> Supplied information:
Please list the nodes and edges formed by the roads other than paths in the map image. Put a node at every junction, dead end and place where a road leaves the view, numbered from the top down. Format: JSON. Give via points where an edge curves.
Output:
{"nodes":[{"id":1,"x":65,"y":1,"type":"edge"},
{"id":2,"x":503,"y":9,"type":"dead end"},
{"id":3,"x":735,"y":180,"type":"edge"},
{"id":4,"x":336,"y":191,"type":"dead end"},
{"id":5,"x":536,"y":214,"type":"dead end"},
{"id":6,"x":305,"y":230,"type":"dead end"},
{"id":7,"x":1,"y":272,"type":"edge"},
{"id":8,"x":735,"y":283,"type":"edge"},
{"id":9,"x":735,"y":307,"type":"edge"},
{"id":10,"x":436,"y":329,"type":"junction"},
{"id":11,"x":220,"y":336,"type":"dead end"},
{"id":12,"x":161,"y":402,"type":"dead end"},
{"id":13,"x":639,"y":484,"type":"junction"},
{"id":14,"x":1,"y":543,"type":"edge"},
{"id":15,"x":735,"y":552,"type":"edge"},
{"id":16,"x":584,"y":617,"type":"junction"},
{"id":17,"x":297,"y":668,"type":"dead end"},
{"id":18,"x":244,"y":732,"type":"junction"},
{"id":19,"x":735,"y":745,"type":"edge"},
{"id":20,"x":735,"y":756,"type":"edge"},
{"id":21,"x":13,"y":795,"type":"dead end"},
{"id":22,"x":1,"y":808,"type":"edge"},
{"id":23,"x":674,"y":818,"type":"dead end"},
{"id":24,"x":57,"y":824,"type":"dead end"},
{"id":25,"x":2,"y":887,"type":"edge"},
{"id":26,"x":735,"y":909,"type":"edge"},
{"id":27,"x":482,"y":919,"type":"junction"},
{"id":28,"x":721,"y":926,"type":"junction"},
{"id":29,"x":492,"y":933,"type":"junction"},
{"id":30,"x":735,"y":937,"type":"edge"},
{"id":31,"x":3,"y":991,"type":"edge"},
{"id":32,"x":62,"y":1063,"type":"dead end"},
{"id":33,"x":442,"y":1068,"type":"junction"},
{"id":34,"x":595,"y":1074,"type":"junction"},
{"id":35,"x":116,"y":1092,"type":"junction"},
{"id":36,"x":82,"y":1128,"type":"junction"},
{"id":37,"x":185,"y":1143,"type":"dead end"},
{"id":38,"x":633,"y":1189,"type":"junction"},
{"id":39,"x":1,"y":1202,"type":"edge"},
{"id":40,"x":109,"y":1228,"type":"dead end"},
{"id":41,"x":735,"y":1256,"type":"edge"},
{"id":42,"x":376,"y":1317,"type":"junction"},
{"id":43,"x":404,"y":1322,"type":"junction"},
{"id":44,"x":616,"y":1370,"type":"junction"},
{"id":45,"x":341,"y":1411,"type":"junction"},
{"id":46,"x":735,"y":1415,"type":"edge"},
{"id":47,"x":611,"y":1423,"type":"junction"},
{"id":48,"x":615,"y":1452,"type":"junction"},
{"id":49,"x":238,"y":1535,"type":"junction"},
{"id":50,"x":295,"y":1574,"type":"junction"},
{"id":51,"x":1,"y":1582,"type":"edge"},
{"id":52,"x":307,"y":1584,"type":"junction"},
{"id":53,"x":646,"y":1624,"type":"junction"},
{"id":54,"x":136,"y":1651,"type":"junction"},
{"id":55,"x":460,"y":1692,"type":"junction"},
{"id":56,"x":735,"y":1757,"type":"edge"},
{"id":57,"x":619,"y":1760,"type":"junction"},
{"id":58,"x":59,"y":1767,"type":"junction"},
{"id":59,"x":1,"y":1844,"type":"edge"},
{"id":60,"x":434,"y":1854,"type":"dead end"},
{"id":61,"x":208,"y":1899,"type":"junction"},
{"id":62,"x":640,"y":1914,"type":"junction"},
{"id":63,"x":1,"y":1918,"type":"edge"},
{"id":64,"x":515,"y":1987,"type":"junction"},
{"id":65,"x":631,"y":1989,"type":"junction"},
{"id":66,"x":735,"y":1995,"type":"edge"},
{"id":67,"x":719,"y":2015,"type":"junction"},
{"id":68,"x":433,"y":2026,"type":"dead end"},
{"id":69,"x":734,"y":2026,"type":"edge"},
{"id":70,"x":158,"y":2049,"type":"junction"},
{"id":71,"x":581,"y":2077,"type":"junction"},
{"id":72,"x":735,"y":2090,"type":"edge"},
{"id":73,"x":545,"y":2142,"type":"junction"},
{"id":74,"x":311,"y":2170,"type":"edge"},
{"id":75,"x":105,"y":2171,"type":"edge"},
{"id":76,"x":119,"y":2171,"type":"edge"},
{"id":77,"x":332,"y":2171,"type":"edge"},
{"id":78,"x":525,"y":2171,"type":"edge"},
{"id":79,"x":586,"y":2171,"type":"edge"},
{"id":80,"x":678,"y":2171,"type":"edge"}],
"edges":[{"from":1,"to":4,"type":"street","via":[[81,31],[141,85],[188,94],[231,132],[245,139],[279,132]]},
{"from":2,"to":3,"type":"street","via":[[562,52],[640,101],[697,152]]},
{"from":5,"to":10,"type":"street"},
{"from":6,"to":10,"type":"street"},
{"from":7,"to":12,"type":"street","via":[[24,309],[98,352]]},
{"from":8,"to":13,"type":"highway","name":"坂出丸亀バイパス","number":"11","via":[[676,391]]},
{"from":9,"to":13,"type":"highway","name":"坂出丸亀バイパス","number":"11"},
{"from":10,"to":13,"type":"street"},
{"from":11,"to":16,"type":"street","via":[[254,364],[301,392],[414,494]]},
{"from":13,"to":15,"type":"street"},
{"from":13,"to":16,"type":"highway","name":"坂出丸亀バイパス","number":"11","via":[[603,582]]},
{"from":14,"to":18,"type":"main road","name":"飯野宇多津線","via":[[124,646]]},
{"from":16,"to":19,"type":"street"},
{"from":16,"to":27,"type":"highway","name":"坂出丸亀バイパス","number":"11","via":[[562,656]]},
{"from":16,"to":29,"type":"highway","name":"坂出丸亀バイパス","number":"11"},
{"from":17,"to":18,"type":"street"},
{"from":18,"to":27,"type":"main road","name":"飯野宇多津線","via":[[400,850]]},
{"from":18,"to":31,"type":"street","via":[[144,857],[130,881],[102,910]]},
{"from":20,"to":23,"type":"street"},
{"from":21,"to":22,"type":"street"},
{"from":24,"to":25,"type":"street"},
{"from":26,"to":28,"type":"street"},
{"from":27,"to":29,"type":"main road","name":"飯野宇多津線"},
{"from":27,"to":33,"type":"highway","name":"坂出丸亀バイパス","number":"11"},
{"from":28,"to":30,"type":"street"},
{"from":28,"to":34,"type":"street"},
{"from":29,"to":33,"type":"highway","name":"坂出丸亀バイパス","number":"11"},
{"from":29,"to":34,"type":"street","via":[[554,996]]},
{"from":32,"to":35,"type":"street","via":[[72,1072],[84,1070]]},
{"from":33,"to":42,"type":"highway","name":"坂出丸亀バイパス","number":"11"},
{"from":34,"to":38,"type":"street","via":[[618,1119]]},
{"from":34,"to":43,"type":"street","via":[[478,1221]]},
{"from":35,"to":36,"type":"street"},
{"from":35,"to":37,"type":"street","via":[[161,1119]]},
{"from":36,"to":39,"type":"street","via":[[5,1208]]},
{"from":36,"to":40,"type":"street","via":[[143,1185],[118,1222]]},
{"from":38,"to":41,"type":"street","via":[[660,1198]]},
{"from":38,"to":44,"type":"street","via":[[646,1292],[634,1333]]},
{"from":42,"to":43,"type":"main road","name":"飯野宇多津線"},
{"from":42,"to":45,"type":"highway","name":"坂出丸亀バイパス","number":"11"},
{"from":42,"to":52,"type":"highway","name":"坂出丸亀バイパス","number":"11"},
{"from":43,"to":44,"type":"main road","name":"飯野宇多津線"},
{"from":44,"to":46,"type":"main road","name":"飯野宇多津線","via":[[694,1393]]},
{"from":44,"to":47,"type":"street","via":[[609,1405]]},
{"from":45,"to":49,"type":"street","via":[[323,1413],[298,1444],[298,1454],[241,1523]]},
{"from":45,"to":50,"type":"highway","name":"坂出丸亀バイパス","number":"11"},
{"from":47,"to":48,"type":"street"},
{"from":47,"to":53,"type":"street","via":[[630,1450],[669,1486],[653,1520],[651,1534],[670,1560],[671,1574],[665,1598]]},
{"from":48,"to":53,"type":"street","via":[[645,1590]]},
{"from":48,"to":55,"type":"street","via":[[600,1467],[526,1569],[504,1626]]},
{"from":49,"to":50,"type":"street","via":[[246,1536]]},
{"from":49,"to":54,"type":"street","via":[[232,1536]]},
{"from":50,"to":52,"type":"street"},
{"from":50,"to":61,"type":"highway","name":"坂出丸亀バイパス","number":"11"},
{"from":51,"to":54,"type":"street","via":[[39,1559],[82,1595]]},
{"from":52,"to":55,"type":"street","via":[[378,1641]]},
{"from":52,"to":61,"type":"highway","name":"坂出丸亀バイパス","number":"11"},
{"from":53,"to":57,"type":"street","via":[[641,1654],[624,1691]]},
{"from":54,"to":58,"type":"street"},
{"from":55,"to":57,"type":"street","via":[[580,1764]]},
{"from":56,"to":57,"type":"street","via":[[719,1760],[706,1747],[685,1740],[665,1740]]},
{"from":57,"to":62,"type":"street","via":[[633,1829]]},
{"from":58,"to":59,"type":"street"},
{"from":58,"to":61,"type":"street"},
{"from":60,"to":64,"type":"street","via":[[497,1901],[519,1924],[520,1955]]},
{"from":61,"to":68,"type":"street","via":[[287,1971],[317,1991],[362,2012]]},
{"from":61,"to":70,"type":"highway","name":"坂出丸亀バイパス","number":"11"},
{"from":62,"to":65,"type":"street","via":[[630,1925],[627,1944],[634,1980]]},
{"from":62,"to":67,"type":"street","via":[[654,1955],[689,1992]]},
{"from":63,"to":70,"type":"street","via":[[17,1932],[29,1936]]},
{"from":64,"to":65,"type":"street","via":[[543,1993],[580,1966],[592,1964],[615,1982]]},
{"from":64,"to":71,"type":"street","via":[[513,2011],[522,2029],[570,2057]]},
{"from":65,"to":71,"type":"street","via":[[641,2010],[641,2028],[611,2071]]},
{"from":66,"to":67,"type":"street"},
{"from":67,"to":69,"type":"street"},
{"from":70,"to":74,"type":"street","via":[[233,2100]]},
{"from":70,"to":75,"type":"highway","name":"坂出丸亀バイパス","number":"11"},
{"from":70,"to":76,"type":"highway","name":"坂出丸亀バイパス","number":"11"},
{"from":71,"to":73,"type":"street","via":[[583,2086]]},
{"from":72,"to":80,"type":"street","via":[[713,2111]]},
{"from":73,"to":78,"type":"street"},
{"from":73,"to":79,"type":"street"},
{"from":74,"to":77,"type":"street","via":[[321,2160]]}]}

--

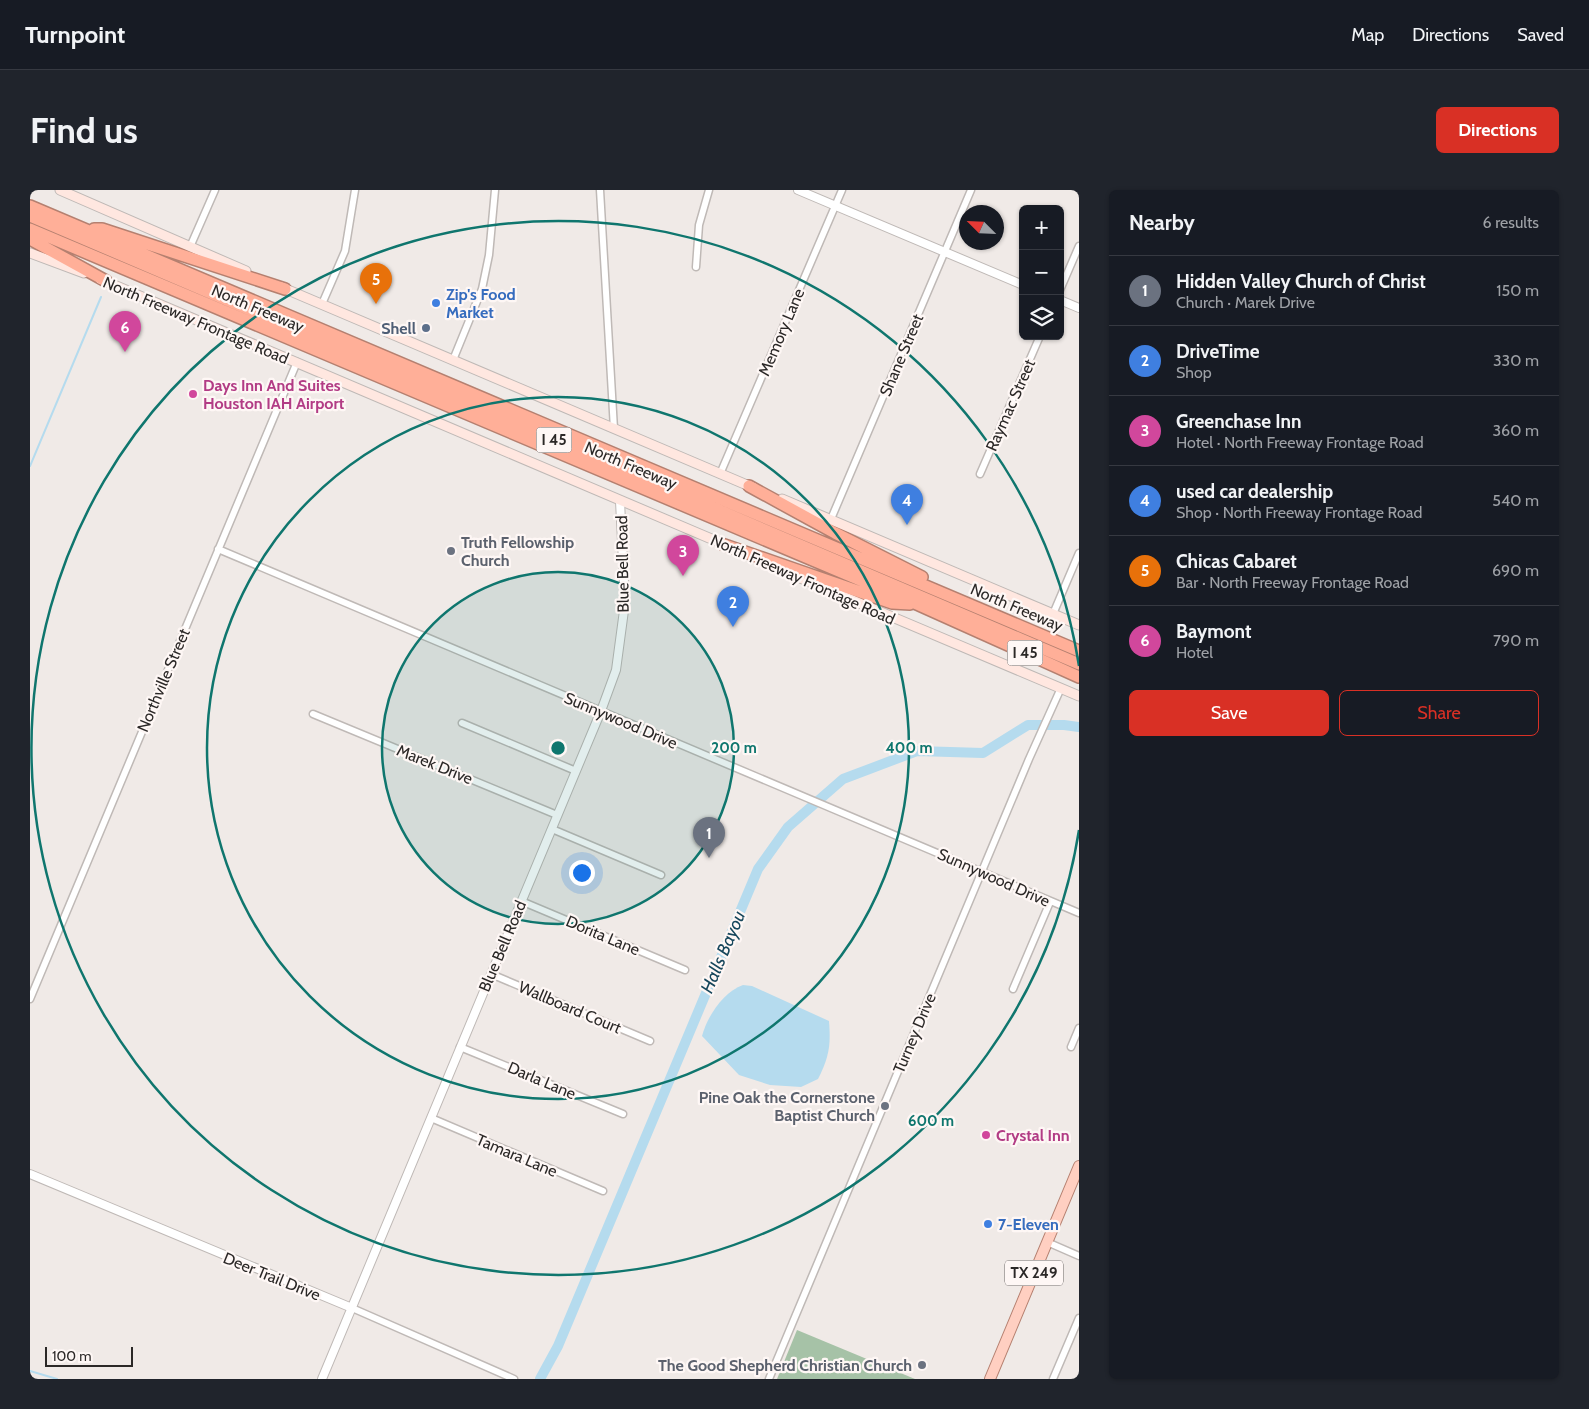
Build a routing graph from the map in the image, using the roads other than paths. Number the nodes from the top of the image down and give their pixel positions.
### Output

==

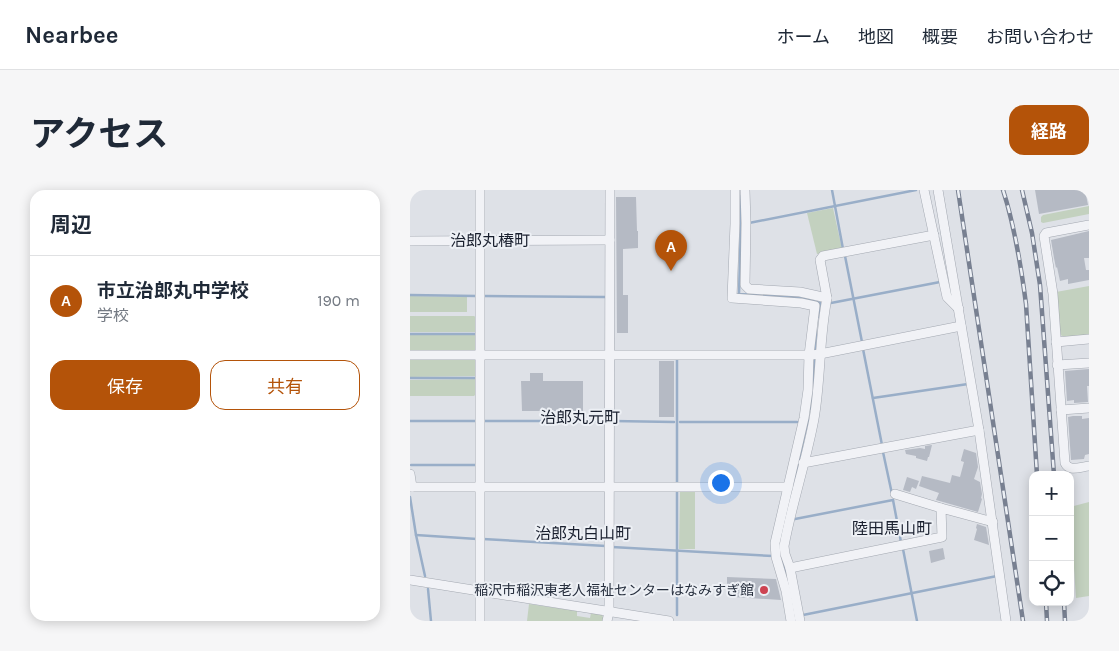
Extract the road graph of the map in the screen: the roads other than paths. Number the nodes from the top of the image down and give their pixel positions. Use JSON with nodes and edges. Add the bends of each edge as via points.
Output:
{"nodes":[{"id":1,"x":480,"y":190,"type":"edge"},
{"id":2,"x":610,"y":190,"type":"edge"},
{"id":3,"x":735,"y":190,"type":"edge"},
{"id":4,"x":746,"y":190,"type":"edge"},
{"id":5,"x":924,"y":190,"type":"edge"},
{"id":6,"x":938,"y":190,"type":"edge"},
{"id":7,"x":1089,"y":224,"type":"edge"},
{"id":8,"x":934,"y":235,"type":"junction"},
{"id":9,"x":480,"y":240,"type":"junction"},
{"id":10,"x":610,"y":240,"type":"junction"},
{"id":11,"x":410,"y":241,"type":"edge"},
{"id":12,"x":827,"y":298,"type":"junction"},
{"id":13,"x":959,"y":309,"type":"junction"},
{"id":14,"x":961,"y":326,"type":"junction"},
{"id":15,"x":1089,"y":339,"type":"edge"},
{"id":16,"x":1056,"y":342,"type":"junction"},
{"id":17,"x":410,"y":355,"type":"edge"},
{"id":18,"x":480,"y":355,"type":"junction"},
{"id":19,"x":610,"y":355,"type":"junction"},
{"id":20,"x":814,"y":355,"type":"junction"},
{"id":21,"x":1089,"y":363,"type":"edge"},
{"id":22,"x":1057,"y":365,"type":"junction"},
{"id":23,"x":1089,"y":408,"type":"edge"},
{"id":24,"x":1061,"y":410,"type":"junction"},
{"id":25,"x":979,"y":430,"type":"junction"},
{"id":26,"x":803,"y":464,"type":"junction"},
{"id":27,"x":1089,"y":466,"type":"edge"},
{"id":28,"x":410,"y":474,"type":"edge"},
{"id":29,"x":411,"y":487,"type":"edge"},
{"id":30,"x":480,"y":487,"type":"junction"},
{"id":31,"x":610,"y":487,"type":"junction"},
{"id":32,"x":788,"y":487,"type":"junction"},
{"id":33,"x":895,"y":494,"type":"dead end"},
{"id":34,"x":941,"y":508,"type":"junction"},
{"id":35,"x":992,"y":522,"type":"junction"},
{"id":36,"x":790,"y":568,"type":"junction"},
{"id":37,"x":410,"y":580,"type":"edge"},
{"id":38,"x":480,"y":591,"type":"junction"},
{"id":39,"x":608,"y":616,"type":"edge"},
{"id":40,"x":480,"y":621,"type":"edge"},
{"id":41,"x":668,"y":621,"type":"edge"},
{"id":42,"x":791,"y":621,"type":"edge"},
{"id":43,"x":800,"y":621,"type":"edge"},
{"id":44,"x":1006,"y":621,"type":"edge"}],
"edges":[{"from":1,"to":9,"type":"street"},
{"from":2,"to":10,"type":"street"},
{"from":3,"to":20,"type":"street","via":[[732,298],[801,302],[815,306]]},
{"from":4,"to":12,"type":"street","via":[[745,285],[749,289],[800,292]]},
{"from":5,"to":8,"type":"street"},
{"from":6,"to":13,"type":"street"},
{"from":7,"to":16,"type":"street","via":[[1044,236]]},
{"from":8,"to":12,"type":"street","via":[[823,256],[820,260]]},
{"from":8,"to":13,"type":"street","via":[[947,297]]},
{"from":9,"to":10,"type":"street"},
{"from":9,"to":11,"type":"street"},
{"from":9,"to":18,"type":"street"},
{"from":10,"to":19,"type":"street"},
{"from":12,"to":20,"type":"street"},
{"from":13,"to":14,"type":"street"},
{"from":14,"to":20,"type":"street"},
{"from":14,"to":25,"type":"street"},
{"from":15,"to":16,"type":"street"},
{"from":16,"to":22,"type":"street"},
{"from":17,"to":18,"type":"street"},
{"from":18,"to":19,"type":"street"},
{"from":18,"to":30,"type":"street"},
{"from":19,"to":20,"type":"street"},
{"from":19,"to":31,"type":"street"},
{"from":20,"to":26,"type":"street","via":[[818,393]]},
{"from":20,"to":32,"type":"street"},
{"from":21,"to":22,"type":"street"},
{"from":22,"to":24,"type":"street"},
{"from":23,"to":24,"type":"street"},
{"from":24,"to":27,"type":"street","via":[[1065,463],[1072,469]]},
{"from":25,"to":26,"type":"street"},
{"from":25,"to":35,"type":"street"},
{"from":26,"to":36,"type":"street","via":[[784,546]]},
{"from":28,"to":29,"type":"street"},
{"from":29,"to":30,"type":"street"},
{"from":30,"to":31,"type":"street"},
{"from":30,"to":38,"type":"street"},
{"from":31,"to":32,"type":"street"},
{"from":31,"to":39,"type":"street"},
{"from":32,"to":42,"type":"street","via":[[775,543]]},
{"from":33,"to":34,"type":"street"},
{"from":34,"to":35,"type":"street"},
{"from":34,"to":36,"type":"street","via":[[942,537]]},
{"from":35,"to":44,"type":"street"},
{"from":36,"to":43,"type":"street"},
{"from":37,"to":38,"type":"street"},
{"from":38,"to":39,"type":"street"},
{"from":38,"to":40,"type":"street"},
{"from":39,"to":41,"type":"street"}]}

> How to complete this task: Scan the material above for the string "down" and report each line where you find it.

> Solution to this problem:
Please list the nodes and edges formed by the roads other than paths in the map image. Put a node at every junction, dead end and place where a road leaves the view, numbered from the top down. Format: JSON. Give via points where an edge curves.
Build a routing graph from the map in the image, using the roads other than paths. Number the nodes from the top of the image down and give their pixel positions.
Extract the road graph of the map in the screen: the roads other than paths. Number the nodes from the top of the image down and give their pixel positions. Use JSON with nodes and edges. Add the bends of each edge as via points.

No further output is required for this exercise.